↓↓↓

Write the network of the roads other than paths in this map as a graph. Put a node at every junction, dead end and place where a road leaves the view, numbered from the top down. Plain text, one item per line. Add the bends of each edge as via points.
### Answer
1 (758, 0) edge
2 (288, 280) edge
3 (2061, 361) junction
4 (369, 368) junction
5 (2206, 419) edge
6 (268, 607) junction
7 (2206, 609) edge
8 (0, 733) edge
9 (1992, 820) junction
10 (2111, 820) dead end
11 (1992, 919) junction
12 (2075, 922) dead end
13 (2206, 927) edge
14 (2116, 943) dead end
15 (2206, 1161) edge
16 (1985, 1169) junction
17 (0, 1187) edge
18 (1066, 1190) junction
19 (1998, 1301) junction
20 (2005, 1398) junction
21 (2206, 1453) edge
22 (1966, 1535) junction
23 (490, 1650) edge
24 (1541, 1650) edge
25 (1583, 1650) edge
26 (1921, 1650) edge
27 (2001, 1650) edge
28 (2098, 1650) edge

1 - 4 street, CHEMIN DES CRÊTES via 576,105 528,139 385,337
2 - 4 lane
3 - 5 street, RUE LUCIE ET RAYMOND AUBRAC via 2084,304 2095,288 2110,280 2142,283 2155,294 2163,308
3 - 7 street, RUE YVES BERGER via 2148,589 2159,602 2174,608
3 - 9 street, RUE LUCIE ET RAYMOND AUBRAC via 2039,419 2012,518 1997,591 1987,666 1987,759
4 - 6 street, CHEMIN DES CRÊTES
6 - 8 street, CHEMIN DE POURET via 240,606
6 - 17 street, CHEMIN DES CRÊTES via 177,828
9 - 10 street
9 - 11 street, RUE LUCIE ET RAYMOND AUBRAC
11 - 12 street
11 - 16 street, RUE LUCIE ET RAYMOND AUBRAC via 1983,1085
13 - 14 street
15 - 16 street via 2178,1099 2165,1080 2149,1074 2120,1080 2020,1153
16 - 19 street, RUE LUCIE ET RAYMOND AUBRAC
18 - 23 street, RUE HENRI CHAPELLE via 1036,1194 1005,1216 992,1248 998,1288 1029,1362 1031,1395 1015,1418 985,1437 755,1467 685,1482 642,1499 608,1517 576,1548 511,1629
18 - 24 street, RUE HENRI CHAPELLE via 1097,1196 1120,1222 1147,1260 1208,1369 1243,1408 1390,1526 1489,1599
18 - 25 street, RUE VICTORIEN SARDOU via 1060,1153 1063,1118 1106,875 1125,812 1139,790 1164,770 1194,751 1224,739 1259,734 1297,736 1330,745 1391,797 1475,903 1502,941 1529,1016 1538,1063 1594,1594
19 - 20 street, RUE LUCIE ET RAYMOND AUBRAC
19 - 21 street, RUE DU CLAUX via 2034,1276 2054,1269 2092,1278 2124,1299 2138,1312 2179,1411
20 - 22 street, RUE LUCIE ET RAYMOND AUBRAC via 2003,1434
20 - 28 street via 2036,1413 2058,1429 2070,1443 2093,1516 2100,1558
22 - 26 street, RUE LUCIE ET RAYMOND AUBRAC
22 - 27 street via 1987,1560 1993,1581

↑↑↑

What this task involves
Bring together every line in the entries that holds the string "AUBRAC".

Your solution
3 - 5 street, RUE LUCIE ET RAYMOND AUBRAC via 2084,304 2095,288 2110,280 2142,283 2155,294 2163,308
3 - 9 street, RUE LUCIE ET RAYMOND AUBRAC via 2039,419 2012,518 1997,591 1987,666 1987,759
9 - 11 street, RUE LUCIE ET RAYMOND AUBRAC
11 - 16 street, RUE LUCIE ET RAYMOND AUBRAC via 1983,1085
16 - 19 street, RUE LUCIE ET RAYMOND AUBRAC
19 - 20 street, RUE LUCIE ET RAYMOND AUBRAC
20 - 22 street, RUE LUCIE ET RAYMOND AUBRAC via 2003,1434
22 - 26 street, RUE LUCIE ET RAYMOND AUBRAC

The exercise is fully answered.